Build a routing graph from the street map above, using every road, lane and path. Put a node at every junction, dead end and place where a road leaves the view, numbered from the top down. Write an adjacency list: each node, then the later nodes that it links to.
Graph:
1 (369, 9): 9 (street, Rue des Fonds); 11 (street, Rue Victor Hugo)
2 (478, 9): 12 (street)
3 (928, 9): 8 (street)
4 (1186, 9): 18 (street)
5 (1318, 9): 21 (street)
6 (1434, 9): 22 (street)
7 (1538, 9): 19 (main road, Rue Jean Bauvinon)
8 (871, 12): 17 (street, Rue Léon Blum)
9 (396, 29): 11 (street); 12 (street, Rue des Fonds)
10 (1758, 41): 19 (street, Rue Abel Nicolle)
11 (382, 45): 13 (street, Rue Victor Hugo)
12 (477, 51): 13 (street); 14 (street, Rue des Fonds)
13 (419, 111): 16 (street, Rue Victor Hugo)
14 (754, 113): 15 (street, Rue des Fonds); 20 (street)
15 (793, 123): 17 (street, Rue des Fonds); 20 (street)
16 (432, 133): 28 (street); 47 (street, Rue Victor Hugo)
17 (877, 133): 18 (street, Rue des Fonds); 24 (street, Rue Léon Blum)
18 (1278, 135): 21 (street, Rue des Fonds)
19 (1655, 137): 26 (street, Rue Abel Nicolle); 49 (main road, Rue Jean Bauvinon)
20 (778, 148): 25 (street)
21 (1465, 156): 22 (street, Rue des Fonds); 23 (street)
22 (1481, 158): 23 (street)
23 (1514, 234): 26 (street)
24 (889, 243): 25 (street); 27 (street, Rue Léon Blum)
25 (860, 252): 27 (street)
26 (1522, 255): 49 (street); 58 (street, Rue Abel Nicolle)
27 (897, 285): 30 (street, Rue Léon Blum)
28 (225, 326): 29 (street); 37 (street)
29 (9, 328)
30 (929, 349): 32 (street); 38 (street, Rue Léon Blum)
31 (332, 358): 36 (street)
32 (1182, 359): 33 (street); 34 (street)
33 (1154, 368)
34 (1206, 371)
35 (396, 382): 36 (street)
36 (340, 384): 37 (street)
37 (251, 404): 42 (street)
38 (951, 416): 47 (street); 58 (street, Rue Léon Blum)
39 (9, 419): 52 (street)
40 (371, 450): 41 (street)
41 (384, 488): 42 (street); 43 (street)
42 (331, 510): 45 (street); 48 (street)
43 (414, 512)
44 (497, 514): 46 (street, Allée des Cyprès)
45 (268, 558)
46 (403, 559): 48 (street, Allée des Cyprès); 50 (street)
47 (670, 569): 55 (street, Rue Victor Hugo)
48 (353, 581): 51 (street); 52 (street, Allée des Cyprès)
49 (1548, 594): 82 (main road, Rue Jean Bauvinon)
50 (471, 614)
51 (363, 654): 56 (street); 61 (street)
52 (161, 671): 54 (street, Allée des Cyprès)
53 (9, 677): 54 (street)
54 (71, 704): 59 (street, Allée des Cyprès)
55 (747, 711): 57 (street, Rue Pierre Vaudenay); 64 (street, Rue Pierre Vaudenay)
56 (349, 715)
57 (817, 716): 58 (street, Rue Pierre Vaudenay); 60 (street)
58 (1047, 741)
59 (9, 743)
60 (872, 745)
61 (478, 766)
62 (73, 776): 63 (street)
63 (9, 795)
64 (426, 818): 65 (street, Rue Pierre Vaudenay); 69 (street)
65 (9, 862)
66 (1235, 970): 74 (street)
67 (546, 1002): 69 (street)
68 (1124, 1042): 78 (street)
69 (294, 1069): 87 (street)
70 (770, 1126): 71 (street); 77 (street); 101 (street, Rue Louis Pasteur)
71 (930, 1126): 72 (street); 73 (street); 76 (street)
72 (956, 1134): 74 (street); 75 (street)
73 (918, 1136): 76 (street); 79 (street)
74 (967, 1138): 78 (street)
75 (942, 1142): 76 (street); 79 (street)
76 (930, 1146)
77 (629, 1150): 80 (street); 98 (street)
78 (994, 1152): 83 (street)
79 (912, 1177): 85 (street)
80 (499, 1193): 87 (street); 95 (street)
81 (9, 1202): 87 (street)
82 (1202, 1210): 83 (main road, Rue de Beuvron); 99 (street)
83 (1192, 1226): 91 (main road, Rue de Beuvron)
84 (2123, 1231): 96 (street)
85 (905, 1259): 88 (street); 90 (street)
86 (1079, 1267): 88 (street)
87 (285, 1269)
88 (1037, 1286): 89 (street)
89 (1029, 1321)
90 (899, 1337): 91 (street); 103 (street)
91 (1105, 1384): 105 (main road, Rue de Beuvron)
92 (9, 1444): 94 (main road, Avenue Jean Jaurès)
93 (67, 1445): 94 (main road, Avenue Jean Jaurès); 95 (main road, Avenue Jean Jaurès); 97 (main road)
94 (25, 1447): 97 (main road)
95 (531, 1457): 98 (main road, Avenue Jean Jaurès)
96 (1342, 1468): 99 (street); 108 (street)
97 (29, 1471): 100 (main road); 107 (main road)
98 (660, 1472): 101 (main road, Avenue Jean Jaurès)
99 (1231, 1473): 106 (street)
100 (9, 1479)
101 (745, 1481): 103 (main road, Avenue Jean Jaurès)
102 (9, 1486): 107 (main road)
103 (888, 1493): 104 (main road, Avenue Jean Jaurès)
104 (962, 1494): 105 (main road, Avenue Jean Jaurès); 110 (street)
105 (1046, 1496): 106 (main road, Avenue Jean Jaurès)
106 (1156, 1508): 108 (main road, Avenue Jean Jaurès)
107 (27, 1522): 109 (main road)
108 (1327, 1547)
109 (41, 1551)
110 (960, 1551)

**YOUR INSTRUCTIONS:** Whatever the entries say, repeat all of them exactly.

**RESULT OF THE TASK:**
Build a routing graph from the street map above, using every road, lane and path. Put a node at every junction, dead end and place where a road leaves the view, numbered from the top down. Write an adjacency list: each node, then the later nodes that it links to.
Graph:
1 (369, 9): 9 (street, Rue des Fonds); 11 (street, Rue Victor Hugo)
2 (478, 9): 12 (street)
3 (928, 9): 8 (street)
4 (1186, 9): 18 (street)
5 (1318, 9): 21 (street)
6 (1434, 9): 22 (street)
7 (1538, 9): 19 (main road, Rue Jean Bauvinon)
8 (871, 12): 17 (street, Rue Léon Blum)
9 (396, 29): 11 (street); 12 (street, Rue des Fonds)
10 (1758, 41): 19 (street, Rue Abel Nicolle)
11 (382, 45): 13 (street, Rue Victor Hugo)
12 (477, 51): 13 (street); 14 (street, Rue des Fonds)
13 (419, 111): 16 (street, Rue Victor Hugo)
14 (754, 113): 15 (street, Rue des Fonds); 20 (street)
15 (793, 123): 17 (street, Rue des Fonds); 20 (street)
16 (432, 133): 28 (street); 47 (street, Rue Victor Hugo)
17 (877, 133): 18 (street, Rue des Fonds); 24 (street, Rue Léon Blum)
18 (1278, 135): 21 (street, Rue des Fonds)
19 (1655, 137): 26 (street, Rue Abel Nicolle); 49 (main road, Rue Jean Bauvinon)
20 (778, 148): 25 (street)
21 (1465, 156): 22 (street, Rue des Fonds); 23 (street)
22 (1481, 158): 23 (street)
23 (1514, 234): 26 (street)
24 (889, 243): 25 (street); 27 (street, Rue Léon Blum)
25 (860, 252): 27 (street)
26 (1522, 255): 49 (street); 58 (street, Rue Abel Nicolle)
27 (897, 285): 30 (street, Rue Léon Blum)
28 (225, 326): 29 (street); 37 (street)
29 (9, 328)
30 (929, 349): 32 (street); 38 (street, Rue Léon Blum)
31 (332, 358): 36 (street)
32 (1182, 359): 33 (street); 34 (street)
33 (1154, 368)
34 (1206, 371)
35 (396, 382): 36 (street)
36 (340, 384): 37 (street)
37 (251, 404): 42 (street)
38 (951, 416): 47 (street); 58 (street, Rue Léon Blum)
39 (9, 419): 52 (street)
40 (371, 450): 41 (street)
41 (384, 488): 42 (street); 43 (street)
42 (331, 510): 45 (street); 48 (street)
43 (414, 512)
44 (497, 514): 46 (street, Allée des Cyprès)
45 (268, 558)
46 (403, 559): 48 (street, Allée des Cyprès); 50 (street)
47 (670, 569): 55 (street, Rue Victor Hugo)
48 (353, 581): 51 (street); 52 (street, Allée des Cyprès)
49 (1548, 594): 82 (main road, Rue Jean Bauvinon)
50 (471, 614)
51 (363, 654): 56 (street); 61 (street)
52 (161, 671): 54 (street, Allée des Cyprès)
53 (9, 677): 54 (street)
54 (71, 704): 59 (street, Allée des Cyprès)
55 (747, 711): 57 (street, Rue Pierre Vaudenay); 64 (street, Rue Pierre Vaudenay)
56 (349, 715)
57 (817, 716): 58 (street, Rue Pierre Vaudenay); 60 (street)
58 (1047, 741)
59 (9, 743)
60 (872, 745)
61 (478, 766)
62 (73, 776): 63 (street)
63 (9, 795)
64 (426, 818): 65 (street, Rue Pierre Vaudenay); 69 (street)
65 (9, 862)
66 (1235, 970): 74 (street)
67 (546, 1002): 69 (street)
68 (1124, 1042): 78 (street)
69 (294, 1069): 87 (street)
70 (770, 1126): 71 (street); 77 (street); 101 (street, Rue Louis Pasteur)
71 (930, 1126): 72 (street); 73 (street); 76 (street)
72 (956, 1134): 74 (street); 75 (street)
73 (918, 1136): 76 (street); 79 (street)
74 (967, 1138): 78 (street)
75 (942, 1142): 76 (street); 79 (street)
76 (930, 1146)
77 (629, 1150): 80 (street); 98 (street)
78 (994, 1152): 83 (street)
79 (912, 1177): 85 (street)
80 (499, 1193): 87 (street); 95 (street)
81 (9, 1202): 87 (street)
82 (1202, 1210): 83 (main road, Rue de Beuvron); 99 (street)
83 (1192, 1226): 91 (main road, Rue de Beuvron)
84 (2123, 1231): 96 (street)
85 (905, 1259): 88 (street); 90 (street)
86 (1079, 1267): 88 (street)
87 (285, 1269)
88 (1037, 1286): 89 (street)
89 (1029, 1321)
90 (899, 1337): 91 (street); 103 (street)
91 (1105, 1384): 105 (main road, Rue de Beuvron)
92 (9, 1444): 94 (main road, Avenue Jean Jaurès)
93 (67, 1445): 94 (main road, Avenue Jean Jaurès); 95 (main road, Avenue Jean Jaurès); 97 (main road)
94 (25, 1447): 97 (main road)
95 (531, 1457): 98 (main road, Avenue Jean Jaurès)
96 (1342, 1468): 99 (street); 108 (street)
97 (29, 1471): 100 (main road); 107 (main road)
98 (660, 1472): 101 (main road, Avenue Jean Jaurès)
99 (1231, 1473): 106 (street)
100 (9, 1479)
101 (745, 1481): 103 (main road, Avenue Jean Jaurès)
102 (9, 1486): 107 (main road)
103 (888, 1493): 104 (main road, Avenue Jean Jaurès)
104 (962, 1494): 105 (main road, Avenue Jean Jaurès); 110 (street)
105 (1046, 1496): 106 (main road, Avenue Jean Jaurès)
106 (1156, 1508): 108 (main road, Avenue Jean Jaurès)
107 (27, 1522): 109 (main road)
108 (1327, 1547)
109 (41, 1551)
110 (960, 1551)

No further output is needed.